Pediatric Postanesthesia Care Unit



Pediatric Postanesthesia Care Unit


Ashlee Holman

Erik Shank



OVERVIEW


Transport from the Operating Room to Arrival in the Postanesthesia Care Unit

The pediatric postanesthesia care unit (PACU) is a unique setting in which physicians and nurses must be prepared to deal with children in various stages of anesthetic emergence after surgery or therapeutic/diagnostic procedures. Pediatric patients may arrive in the PACU fully anesthetized (e.g., after deep extubation in the operating room [OR]), at an intermediate stage of early or late emergence, or fully awake. They may arrive endotracheally intubated, with a laryngeal mask airway (LMA) in place, extubated with an oral airway, or with a natural airway.

Transport of the patient from the OR to the PACU must be performed by an experienced team that includes an expertly trained pediatric anesthesiologist. Focus should be directed at cardiopulmonary stability while maintaining a patent airway. Children may be transported in the lateral position to decrease risk of airway obstruction by the tongue and to maximize oropharyngeal volume. An oral airway placed in the OR and left for transport may also be helpful in maintaining a patent airway. Supplemental oxygen via mask or nasal cannula should be initiated prior to leaving the OR. Utilization of continuous pulse oximetry and a precordial stethoscope is recommended.

The patient should be in stable condition before leaving the OR. All monitors used for the procedure (pulse oximetry, blood pressure cuff, electrocardiograph [ECG] leads, etc.) should remain in place during transport, and the specific face mask and oral airway used during the case should always accompany each pediatric patient to the PACU. A transport pack containing laryngoscopes, endotracheal (ET) tubes, and resuscitation/intubation medications should be present for transport of potentially unstable and/or intubated patients.

The goal of the anesthesiologist is to facilitate safe and seamless transition of care to the PACU staff upon arrival in the recovery unit. The patient should not be stimulated during this time unless absolutely necessary. Monitors are left in place from the OR so as to be reconnected quickly and unobtrusively in the PACU and to minimize stimulation of the patient.

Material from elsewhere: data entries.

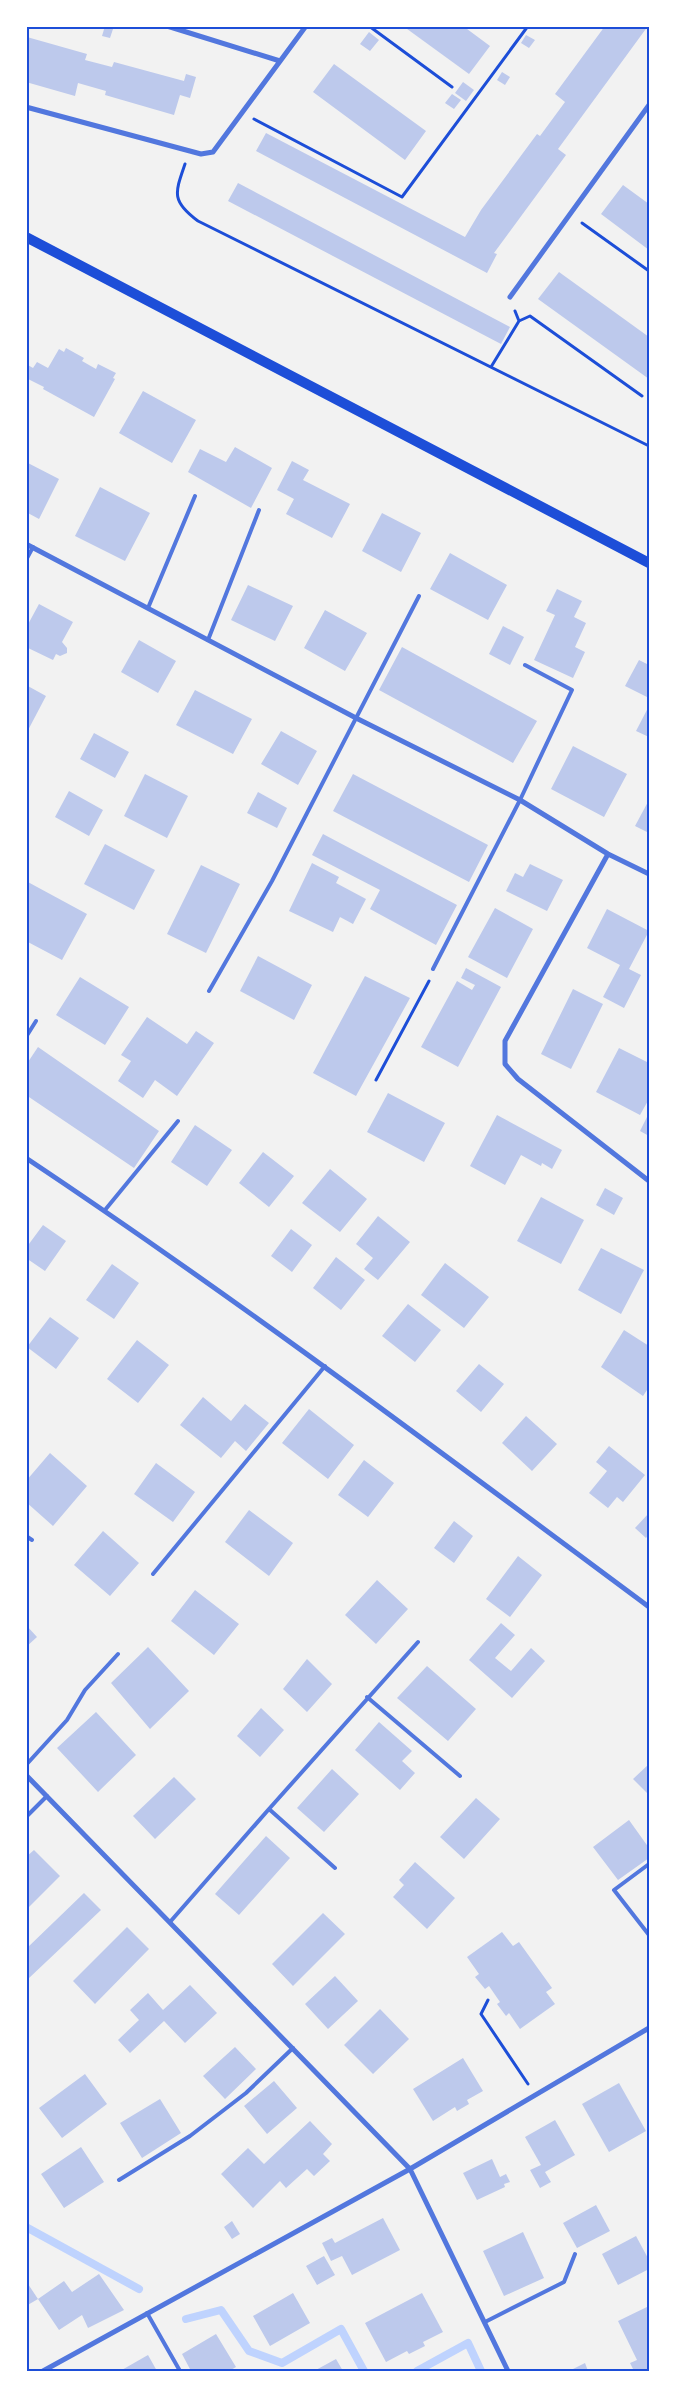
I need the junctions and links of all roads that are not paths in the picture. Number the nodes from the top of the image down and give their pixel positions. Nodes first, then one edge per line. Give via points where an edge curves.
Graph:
1 (167, 26) edge
2 (306, 26) edge
3 (280, 61) junction
4 (649, 105) edge
5 (26, 107) edge
6 (26, 237) edge
7 (510, 297) road end
8 (195, 496) dead end
9 (259, 510) dead end
10 (26, 544) edge
11 (33, 547) junction
12 (26, 560) edge
13 (649, 563) edge
14 (419, 596) dead end
15 (148, 608) junction
16 (208, 640) junction
17 (525, 665) dead end
18 (356, 718) junction
19 (520, 800) junction
20 (608, 854) junction
21 (649, 874) edge
22 (433, 969) road end
23 (209, 991) dead end
24 (36, 1021) dead end
25 (26, 1037) edge
26 (178, 1121) dead end
27 (26, 1158) edge
28 (649, 1181) edge
29 (105, 1210) junction
30 (326, 1366) junction
31 (26, 1536) edge
32 (32, 1540) dead end
33 (153, 1574) dead end
34 (649, 1607) edge
35 (418, 1642) dead end
36 (118, 1654) dead end
37 (367, 1697) junction
38 (26, 1765) edge
39 (26, 1775) edge
40 (460, 1776) dead end
41 (47, 1796) junction
42 (268, 1809) junction
43 (26, 1817) edge
44 (649, 1864) edge
45 (335, 1868) dead end
46 (170, 1922) junction
47 (649, 1936) edge
48 (649, 2028) edge
49 (293, 2048) junction
50 (410, 2169) junction
51 (119, 2180) dead end
52 (574, 2254) dead end
53 (147, 2313) junction
54 (485, 2322) junction
55 (43, 2371) edge
56 (180, 2371) edge
57 (508, 2371) edge

1 - 3 street
2 - 3 street
3 - 5 street via 214,152 189,151
4 - 7 street
6 - 13 main road
8 - 15 lane
9 - 16 lane
10 - 11 street
11 - 12 lane
11 - 15 street
14 - 18 lane
15 - 16 street
16 - 18 street
17 - 19 lane via 572,690
18 - 19 street
18 - 23 lane via 272,881
19 - 20 street
19 - 22 lane
20 - 21 street
20 - 28 street via 505,1041 505,1064 518,1079
24 - 25 lane
26 - 29 lane
27 - 29 street
29 - 30 street
30 - 33 lane
30 - 34 street
31 - 32 lane
35 - 37 lane
36 - 38 lane via 85,1690 67,1720
37 - 40 lane
37 - 42 lane
39 - 41 street
41 - 43 lane
41 - 46 street
42 - 45 lane
42 - 46 lane
44 - 47 lane via 614,1890
46 - 49 street
48 - 50 street
49 - 50 street
49 - 51 lane via 246,2093 190,2136
50 - 53 street
50 - 54 street
52 - 54 lane via 564,2282
53 - 55 street
53 - 56 lane
54 - 57 street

Initial attention should focus on airway patency, adequacy of ventilation, oxygen saturation, heart rate (HR), blood pressure, and temperature. Supplemental oxygen should be continued if needed.

The handoff to the PACU staff by the anesthesiologist should include verification of patient identity and a standardized report detailing the patient’s age, weight, allergies to medication, past medical history, medications, operative procedure, intraoperative issues, anesthetic technique and agents, intraoperative medications, intravenous (IV) access, estimated blood loss, fluid replacement, and urine output. Specific circumstances, such as family
dynamics, the child’s emotional status, developmental delay, or language barrier, should also be discussed.

Monitoring of vital signs and patient status should be continued throughout the patient’s stay in the PACU. Vital signs should be measured and recorded at least every 15 minutes after arrival until the patient is discharged. Parents or caregivers should be allowed into the recovery room as soon as the child is settled and determined to be stable with regard to cardiovascular and respiratory status. Adequate lighting should be provided to ensure the ability to assess the child’s condition from the doorway.

The anesthesiologist on staff in the PACU should be alerted immediately if any issue arises with the patient. The following section will discuss common problems and situations pertinent to the care of infants and children in the PACU.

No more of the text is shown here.